Canonical extrinsic apoptosis can result in rapid caspase-8 activation and cell death within a few hours, whereas caspase-8 activation in response to proteasome inhibition requires significantly longer to manifest. Upon proteasome inhibition, cells likely first mount pro-survival stress responses before succumbing to unresolved stress. One likely player at conditions of proteasome inhibition might be cFLIP variants, all of which are short-lived proteins [38]. In previous work, we found that cFLIP accumulates as a consequence of proteasome inhibition and thereby delays extrinsically induced caspase-8 activation [21]. Another notable difference to extrinsic apoptosis is that in contrast to the fast and complete processing of the entire cellular caspase-8 pool, upon proteasome inhibition only modest amounts of the total caspase-8 pool are recruited to the intracellular activation platforms (the majority of procaspase-8 remains a cytosolic monomer). It is currently unknown what limits the further recruitment of procaspase-8 to the activation platform, but it would undoubtedly be helpful to understand if and which processes or conformations are involved in restricting more efficient caspase-8 activation and processing. Similar limitations in caspase-8 recruitment into activation platforms were also reported during ripoptosome-induced apoptotic cell death [6, 7].

Besides its role in cell death induction, additional roles for caspase-8 have recently been identified. For example, the presence of caspase-8 but not its activity is required in FADD- and RIPK1-containing complexes that form in cells stimulated with TRAIL and that induce the production of inflammatory cytokines [39]. If caspase-8 exerts a similar scaffold function within ligand-independent activation platforms remains unknown so far. In other complexes, caspase-8 plays a non-apoptotic role in DNA damage sensing and genomic stability [25, 40]. Additionally, caspase-8 activity can contribute to cell cycle progression by overcoming the G2/M checkpoint [41]. These pro-survival roles of caspase-8 highlight that cells need to be able to fine-tune caspase-8 activation and probably also their downstream susceptibility to caspase-8 activities [42]. In contrast to self-amplifying apoptosis execution signaling, dose-response relations dominate during TRAIL-induced caspase-8 activation, even when signaling is fully geared towards apoptosis induction [14, 43]. Furthermore, caspase-8 activity can contribute to preventing unwanted cell death by cleaving RIPK1 and thereby disassembling caspase-8 activation platforms [44]. Overall, it, therefore, cannot be excluded that limited TRAIL-R2-dependent caspase-8 activation upon proteasome inhibition might initially promote pro-survival signaling and only is translated into a death-inducing signal over time since active caspase-8 can no longer be degraded.
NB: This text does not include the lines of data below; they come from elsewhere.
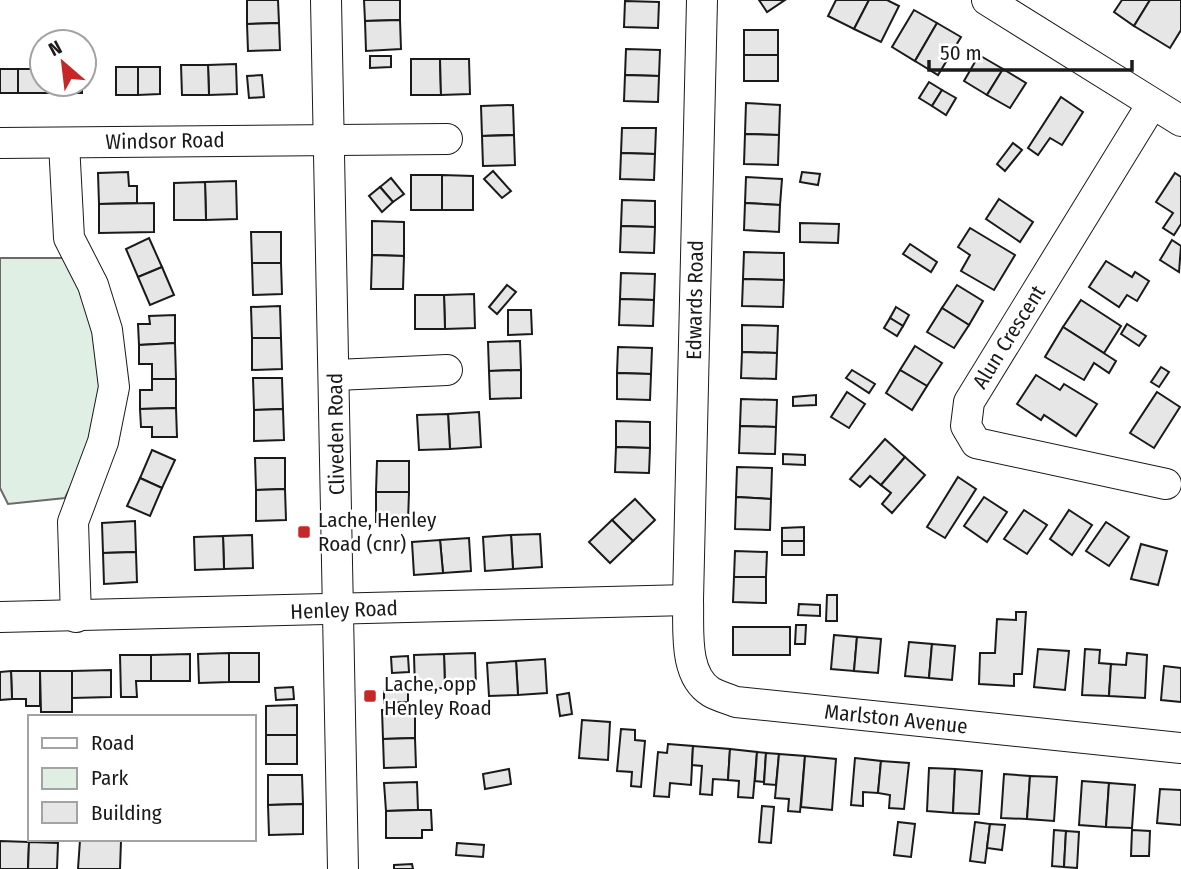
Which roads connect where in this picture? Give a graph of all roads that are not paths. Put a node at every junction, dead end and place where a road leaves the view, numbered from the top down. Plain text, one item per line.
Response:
1 (326, 0) edge
2 (702, 0) edge
3 (987, 0) edge
4 (1152, 104) junction
5 (1181, 121) edge
6 (330, 139) junction
7 (447, 139) dead end
8 (0, 143) edge
9 (64, 143) junction
10 (447, 370) dead end
11 (336, 374) junction
12 (1166, 484) dead end
13 (688, 600) junction
14 (338, 610) junction
15 (0, 617) edge
16 (76, 617) junction
17 (1181, 748) edge
18 (343, 869) edge

1 - 6 street, Cliveden Road
2 - 13 street, Edwards Road
3 - 4 street
4 - 5 street
4 - 12 street, Alun Crescent
6 - 7 street, Windsor Road
6 - 9 street, Windsor Road
6 - 11 street, Cliveden Road
8 - 9 street, Windsor Road
9 - 16 street
10 - 11 street
11 - 14 street, Cliveden Road
13 - 14 street, Henley Road
13 - 17 street, Marlston Avenue
14 - 16 street, Henley Road
14 - 18 street, Cliveden Road
15 - 16 street, Henley Road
Since proteasome inhibitors such as bortezomib and carfilzomib are in clinical use [13], knowledge on their potential to induce cell death in cancer cells that are highly resistant to Bax/Bak-dependent mitochondrial apoptosis might offer translational perspectives. Molecular characterizations and indices that allow assessing resistance to mitochondrial apoptosis prior to treatment onset [45, 46] might assist in identifying patients that would benefit from proteasome inhibitor-based treatments that could circumvent thresholds set for example by high expression of anti-apoptotic Bcl-2 family members, such as Bcl-2, Bcl-xL, and Mcl-1 [47, 48]. Similarly, the cellular capacity to activate caspase-8 in response to proteasome inhibition could provide a scenario in which targeted therapeutics that neutralize anti-apoptotic Bcl-2 family members could offer means to enhance cancer cell susceptibility to canonical intrinsic apoptosis [49]. Likewise, drug development strategies geared at antagonizing cFLIP could provide means by which caspase-8 activation upon proteasome inhibition could be enhanced and more reliably be directed towards apoptosis execution [48].